20 March 2012 - 08:32
By Nashira Davids and Philani Nomembe

Umyezo Wama Apile s chool in Grabouw first made headlines in January when parents complained about overcrowding, a lack of teachers and basic facilities.

At the forefront of the campaign to get MEC Donald Grant to fix the problems was John Michaels, the chairman of the Grabouw Elgin Civic Organisation.

"There is no space for teachers to move around. Each class has between four to five chairs. Most of the children have to sit on their school bags or they have to stand," said Michaels.

Violence erupted as community members demanded to see Grant. After several disruptions at the school, Grant temporarily closed it.

ANC p rovincial s ecretary Songezo Mjongile said Grant refused to go to Grabouw.

"He is dealing with that community with contempt, which we feel that it is a careless reaction from the minister on an important issue of education," said Mjongile.

Grant, on the other hand, said despite a commitment by local government to have a new school "up and running" by April 10, the civic organisation continued with disruptions.

A DA councillor in Grabouw joined the ANC recently and the town will vote in a by-election next month.

Mjongile rubbished claims that the violence was politically motivated.

"This problem in Grabouw did not start with the by-election ... is not the first time that the community is up in arms over this issue," he said.

Zak Mbhele, spokesman for Premier Helen Zille, said she condemned the violence.
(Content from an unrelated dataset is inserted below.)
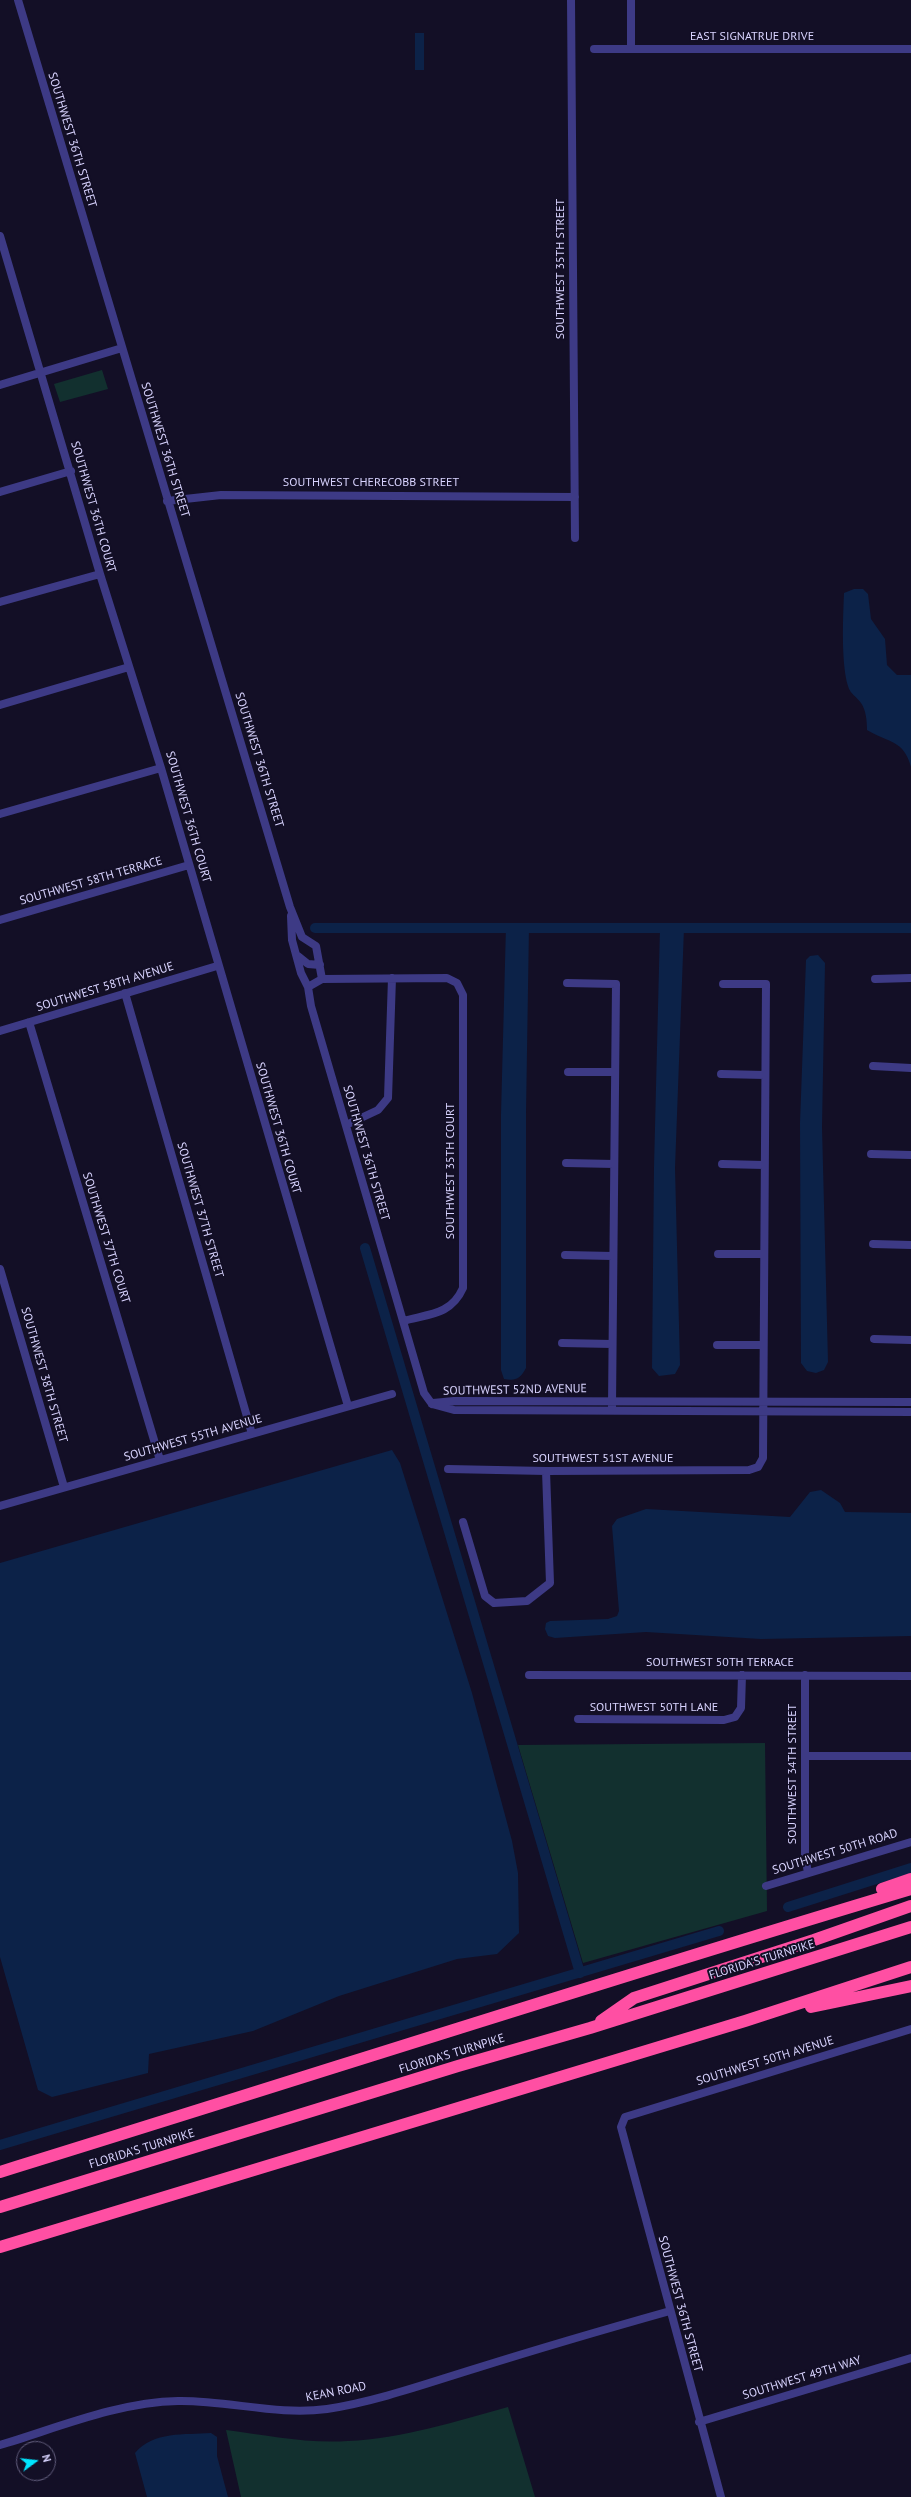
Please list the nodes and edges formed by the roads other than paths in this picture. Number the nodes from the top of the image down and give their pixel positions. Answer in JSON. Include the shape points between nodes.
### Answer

"For now, we are leaving it in the hands of the Theewaterskloof Municipality and the Western Cape education department as the immediate role-players to address and respond to those grievances relevant to them and to the police to contain public violence and minimise further damage to property," said Mbhele.

Police spokesman Captain FC van Wyk said four people were injured and treated at Helderberg Hospital.

"Fifteen people were also arrested for public violence," Van Wyk said.